A. Die Notwendigkeit

In einem überfüllten Wohngebiet, mit einer öffentlichen Straße zwischen zwei kleinen ummauerten Verbindungen bei Trans Ekulu, Enugu, Nigeria befindet sich unser Hauptsitz mit zwei Einfamilienhäusern und einem Haus, das Personal als temporäres Mutterhaus der Töchter der Göttlichen Liebe Kongregation dient.

Die Türen zu der Verbindung und den Gebäuden sind so nah an der Straße, dass Fremde sich leicht ein und aus bewegen können. Es gibt keine Privatsphäre oder Bereiche förderlich für Gebete und Meditation. Die Schwestern müssen, für Gebete und andere religiöse Aktivitäten die Straße inmitten Autos, Motorräder und Fußgänger überqueren. Derzeit dienen diese Unterkünfte als Heimat für rund 875 Mitglieder der Gemeinde, deren Zeugnis eines   religiösen Lebens die Botschaft des Evangeliums und der Liebe durch diese Wände hindurch in die Welt getragen haben.

 

Religiöse Praktiken werden in einer lebendigen Weise in Trans Ekulu gefeiert. Die Töchter der Göttlichen Liebe in Gemeinschaft mit der Weltkirche, feiern jeden Tag das Stundengebet als Gemeinschaft. Die Feier der heiligen Messe wird jeden Morgen in einer kleinen Kapelle gehalten, die sich direkt neben dem Speisesaal und dem Wohnzimmer befindet. Die lokale Bevölkerung besucht auch die Messe, aber sie muss sich draußen unter den für sie aufgestellten Pavillons aufhalten

Die Töchter der Göttlichen Liebe verleihen der Aussage des verstorbenen Papst Johannes Paul II Glaubwürdigkeit, dass die Zukunft der Kirche in Afrika liegt.

B. Das Projekt / Gebäude A Mutterhaus

Die Sehnsucht der Töchter eine echtes Mutterhaus zu haben ist eine Quelle der Stärkung der Solidarität in ihre Gemeinschaft. Die Kongregation hat ein Stück Land für den Zweck des Aufbaus eines Mutterhauses erworben.
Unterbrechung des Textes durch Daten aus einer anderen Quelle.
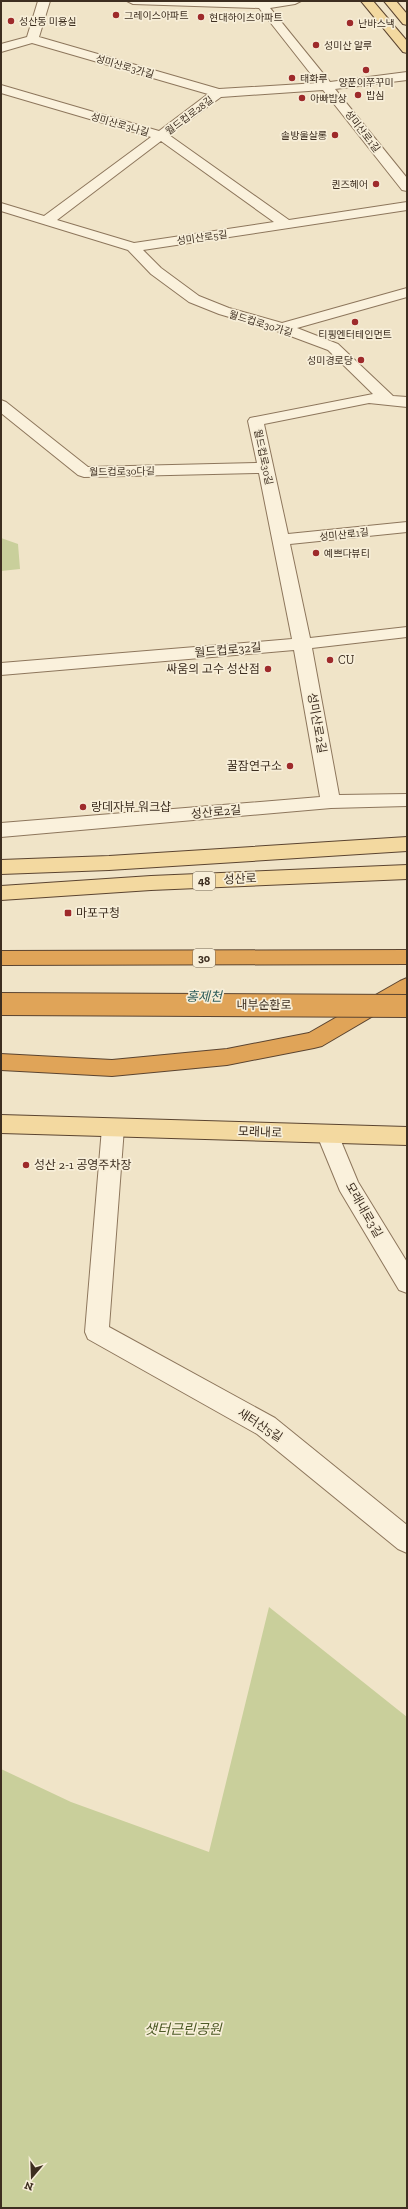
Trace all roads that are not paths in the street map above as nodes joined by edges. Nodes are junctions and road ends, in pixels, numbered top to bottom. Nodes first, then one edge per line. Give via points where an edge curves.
1 (44, 1) edge
2 (133, 1) edge
3 (295, 1) edge
4 (366, 1) edge
5 (390, 1) edge
6 (261, 3) edge
7 (407, 21) edge
8 (32, 39) junction
9 (1, 48) edge
10 (407, 49) edge
11 (407, 76) edge
12 (328, 86) junction
13 (1, 89) edge
14 (218, 93) junction
15 (162, 136) junction
16 (407, 187) edge
17 (407, 206) edge
18 (1, 207) edge
19 (46, 221) junction
20 (286, 224) junction
21 (133, 247) junction
22 (407, 292) edge
23 (282, 328) junction
24 (387, 399) junction
25 (407, 402) edge
26 (1, 405) edge
27 (266, 468) junction
28 (407, 527) edge
29 (282, 540) junction
30 (407, 632) edge
31 (302, 644) junction
32 (1, 669) edge
33 (407, 800) edge
34 (331, 802) junction
35 (1, 830) edge
36 (407, 844) edge
37 (1, 867) edge
38 (407, 872) edge
39 (1, 893) edge
40 (407, 957) edge
41 (1, 958) edge
42 (407, 986) edge
43 (1, 1004) edge
44 (407, 1006) edge
45 (1, 1062) edge
46 (1, 1124) edge
47 (113, 1128) junction
48 (328, 1135) junction
49 (407, 1136) edge
50 (407, 1283) edge
51 (407, 1541) edge

1 - 8 street
2 - 6 street
3 - 6 street
4 - 10 main road
5 - 7 main road
6 - 12 street, 성미산로1길
8 - 9 street
8 - 14 street, 성미산로3가길
11 - 12 street, 월드컵로28길
12 - 14 street, 월드컵로28길
12 - 16 street, 성미산로1길
13 - 15 street, 성미산로3나길
14 - 15 street, 월드컵로28길
15 - 19 street, 월드컵로28길
15 - 20 street, 성미산로3나길
17 - 20 street, 성미산로5길
18 - 19 street, 성미산로5길
19 - 21 street, 성미산로5길
20 - 21 street, 성미산로5길
21 - 23 street, 월드컵로30가길 via 156,271 194,299 224,311
22 - 23 street
23 - 24 street, 월드컵로30가길 via 333,347
24 - 25 street, 월드컵로30길
24 - 27 street, 월드컵로30길 via 369,398 343,402 256,421
26 - 27 street, 월드컵로30다길 via 84,472
27 - 29 street, 월드컵로30길
28 - 29 street, 성미산로1길
29 - 31 street, 월드컵로30길
30 - 31 street, 월드컵로32길
31 - 32 street, 월드컵로32길
31 - 34 street, 성미산로2길
33 - 34 street, 성산로2길
34 - 35 street, 성산로2길
36 - 37 main road via 109,863
38 - 39 main road, 성산로 / 48 via 151,883
40 - 41 highway, 30
42 - 45 highway, bridge via 314,1040 227,1057 112,1068
43 - 44 highway, 내부순환로, bridge
46 - 47 main road, 모래내로
47 - 48 main road, 모래내로
47 - 51 street, 새터산5길 via 97,1332 266,1426
48 - 49 main road, 모래내로
48 - 50 street, 모래내로3길 via 348,1184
Das aktuelle Wachstum der Kongregation erfordert den Aufbau eines Mutterhauses als einen Ort, den man ein Zuhause nennen kann, eine Umgebung von Gebet, Trost und Liebe, einen Ort zur Versammlung, zum Reflektieren, zum Auftanken und zur Wiederbelebung für den Dienst; einen Ort, an den man im hohen Alter zurückkehren kann, einen Ort, wo man Freunde, Wohltäter und alle willkommen heißen kann. Dieses Haus wird dazu beitragen, dass die Schwestern ihr religiöses Leben in Erfüllung leben, um die Früchte ihres Lebens angemessener und großzügiger mit den Menschen, denen sie dienen,  zu teilen.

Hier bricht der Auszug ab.